BRIEF →
Looking at the records below, say how many lines contain "dead". Nothing else belongs in the answer.
─── DATA EXTRACT ───
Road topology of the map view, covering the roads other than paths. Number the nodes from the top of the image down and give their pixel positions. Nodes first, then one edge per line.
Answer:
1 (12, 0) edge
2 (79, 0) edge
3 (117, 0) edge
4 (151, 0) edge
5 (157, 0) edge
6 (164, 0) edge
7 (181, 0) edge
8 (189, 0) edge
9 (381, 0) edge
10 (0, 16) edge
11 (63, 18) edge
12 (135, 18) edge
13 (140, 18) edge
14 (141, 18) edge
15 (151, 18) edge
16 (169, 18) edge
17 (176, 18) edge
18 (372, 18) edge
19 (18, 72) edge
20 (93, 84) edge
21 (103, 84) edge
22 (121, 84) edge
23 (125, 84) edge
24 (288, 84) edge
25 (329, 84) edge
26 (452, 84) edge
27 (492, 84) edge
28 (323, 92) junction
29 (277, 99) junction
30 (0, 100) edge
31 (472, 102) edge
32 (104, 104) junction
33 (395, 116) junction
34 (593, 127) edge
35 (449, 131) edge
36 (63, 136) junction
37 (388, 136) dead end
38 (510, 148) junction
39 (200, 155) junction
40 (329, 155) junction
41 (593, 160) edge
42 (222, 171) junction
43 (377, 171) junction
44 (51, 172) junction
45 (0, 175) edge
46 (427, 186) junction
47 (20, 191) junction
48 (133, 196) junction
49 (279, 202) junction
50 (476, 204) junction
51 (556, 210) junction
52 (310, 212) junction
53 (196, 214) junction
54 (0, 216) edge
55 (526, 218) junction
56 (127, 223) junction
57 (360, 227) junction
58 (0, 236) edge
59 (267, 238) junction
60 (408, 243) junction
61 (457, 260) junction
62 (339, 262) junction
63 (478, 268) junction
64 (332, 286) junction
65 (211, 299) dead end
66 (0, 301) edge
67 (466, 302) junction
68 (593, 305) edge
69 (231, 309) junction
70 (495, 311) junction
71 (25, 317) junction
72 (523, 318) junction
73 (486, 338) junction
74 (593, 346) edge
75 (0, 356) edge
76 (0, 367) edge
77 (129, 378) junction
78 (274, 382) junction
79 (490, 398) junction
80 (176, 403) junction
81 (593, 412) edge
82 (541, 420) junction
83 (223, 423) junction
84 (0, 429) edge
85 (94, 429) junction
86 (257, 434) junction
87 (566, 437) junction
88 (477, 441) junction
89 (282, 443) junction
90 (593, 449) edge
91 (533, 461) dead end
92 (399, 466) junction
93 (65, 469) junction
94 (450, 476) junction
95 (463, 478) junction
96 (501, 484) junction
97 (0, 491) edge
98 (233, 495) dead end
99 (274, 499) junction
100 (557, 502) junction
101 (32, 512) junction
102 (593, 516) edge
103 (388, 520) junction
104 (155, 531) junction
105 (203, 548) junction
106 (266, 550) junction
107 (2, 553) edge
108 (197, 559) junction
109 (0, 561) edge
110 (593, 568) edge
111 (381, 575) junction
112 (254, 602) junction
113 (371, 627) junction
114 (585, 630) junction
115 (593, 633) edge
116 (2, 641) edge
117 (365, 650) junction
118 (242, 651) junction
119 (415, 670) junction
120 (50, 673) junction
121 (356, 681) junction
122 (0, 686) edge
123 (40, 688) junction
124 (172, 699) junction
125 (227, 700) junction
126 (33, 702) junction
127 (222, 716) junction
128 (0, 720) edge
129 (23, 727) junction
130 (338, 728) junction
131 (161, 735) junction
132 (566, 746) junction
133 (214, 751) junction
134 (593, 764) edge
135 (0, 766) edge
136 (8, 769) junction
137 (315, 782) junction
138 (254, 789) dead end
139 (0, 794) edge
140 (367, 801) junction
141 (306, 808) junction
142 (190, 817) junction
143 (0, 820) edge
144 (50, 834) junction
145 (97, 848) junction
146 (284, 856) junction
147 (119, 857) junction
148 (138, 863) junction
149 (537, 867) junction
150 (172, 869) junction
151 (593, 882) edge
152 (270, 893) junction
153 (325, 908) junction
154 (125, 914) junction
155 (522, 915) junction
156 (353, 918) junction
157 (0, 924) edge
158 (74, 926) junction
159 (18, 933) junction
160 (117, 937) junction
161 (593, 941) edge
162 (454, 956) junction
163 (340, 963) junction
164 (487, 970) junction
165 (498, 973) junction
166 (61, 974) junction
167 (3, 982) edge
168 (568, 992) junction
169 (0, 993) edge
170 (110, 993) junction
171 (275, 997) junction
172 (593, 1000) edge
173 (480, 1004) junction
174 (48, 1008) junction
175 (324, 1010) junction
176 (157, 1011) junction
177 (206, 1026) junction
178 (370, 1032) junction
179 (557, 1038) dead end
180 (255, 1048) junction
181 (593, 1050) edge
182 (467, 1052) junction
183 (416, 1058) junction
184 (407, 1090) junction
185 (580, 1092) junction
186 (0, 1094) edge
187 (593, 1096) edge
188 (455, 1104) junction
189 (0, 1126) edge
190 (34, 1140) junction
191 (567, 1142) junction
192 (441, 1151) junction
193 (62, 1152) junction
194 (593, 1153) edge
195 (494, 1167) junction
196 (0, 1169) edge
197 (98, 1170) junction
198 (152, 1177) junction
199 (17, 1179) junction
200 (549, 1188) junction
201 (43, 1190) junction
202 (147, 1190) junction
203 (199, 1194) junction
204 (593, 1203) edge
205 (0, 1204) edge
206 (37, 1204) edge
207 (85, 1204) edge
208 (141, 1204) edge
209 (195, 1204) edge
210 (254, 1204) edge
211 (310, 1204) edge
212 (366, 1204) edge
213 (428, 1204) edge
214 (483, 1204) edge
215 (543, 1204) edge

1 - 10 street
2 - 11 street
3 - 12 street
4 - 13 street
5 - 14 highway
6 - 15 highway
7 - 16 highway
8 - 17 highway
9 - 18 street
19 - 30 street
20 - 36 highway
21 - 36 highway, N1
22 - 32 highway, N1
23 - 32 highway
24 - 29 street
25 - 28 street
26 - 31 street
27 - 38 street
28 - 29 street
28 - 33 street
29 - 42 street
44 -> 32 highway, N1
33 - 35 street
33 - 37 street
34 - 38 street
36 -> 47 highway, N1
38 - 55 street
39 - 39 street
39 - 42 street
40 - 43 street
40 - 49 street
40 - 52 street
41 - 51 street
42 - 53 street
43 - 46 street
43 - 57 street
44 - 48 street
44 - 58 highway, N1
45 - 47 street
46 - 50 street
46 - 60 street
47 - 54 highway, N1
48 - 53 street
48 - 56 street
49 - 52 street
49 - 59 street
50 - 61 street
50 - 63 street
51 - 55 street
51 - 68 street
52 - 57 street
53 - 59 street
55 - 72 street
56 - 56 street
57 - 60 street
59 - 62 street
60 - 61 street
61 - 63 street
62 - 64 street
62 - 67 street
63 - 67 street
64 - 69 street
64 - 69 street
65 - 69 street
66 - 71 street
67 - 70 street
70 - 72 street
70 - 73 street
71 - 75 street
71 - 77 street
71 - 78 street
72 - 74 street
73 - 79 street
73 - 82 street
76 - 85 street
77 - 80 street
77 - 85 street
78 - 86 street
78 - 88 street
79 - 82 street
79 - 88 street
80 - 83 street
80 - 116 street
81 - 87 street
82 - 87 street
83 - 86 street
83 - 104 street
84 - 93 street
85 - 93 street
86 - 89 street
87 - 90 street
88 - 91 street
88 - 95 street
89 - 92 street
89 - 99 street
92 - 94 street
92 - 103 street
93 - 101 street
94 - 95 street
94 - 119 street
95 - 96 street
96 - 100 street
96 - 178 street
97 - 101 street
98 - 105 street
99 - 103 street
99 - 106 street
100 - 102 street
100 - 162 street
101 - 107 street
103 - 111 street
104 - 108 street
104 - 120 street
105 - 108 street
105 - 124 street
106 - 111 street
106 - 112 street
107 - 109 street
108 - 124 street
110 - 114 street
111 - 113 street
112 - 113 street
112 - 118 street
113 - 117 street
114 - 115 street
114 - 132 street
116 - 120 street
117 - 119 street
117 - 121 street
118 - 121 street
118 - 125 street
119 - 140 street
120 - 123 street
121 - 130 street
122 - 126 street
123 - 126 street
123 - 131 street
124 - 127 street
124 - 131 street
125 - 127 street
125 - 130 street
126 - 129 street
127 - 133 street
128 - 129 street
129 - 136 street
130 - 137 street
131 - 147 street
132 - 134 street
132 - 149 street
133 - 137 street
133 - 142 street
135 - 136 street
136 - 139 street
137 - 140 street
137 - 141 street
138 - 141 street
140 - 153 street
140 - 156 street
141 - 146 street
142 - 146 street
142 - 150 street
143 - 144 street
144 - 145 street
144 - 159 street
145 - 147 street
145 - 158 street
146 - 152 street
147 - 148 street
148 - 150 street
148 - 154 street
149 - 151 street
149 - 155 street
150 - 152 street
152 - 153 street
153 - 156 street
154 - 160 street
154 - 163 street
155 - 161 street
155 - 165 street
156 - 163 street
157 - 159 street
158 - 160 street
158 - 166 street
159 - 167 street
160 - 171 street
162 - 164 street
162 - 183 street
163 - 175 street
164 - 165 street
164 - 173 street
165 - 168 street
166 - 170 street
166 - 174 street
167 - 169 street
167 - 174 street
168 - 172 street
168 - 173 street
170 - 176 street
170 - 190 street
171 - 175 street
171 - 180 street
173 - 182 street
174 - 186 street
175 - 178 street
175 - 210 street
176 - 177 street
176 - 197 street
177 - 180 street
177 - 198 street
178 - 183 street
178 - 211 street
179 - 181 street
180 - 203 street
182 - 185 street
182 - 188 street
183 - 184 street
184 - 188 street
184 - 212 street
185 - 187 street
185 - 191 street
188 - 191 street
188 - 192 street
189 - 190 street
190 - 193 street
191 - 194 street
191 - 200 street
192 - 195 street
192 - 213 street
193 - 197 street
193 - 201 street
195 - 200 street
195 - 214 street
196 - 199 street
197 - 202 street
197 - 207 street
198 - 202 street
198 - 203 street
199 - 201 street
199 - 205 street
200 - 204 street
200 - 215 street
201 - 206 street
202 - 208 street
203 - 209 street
───
RESULT OF THIS EXERCISE →
6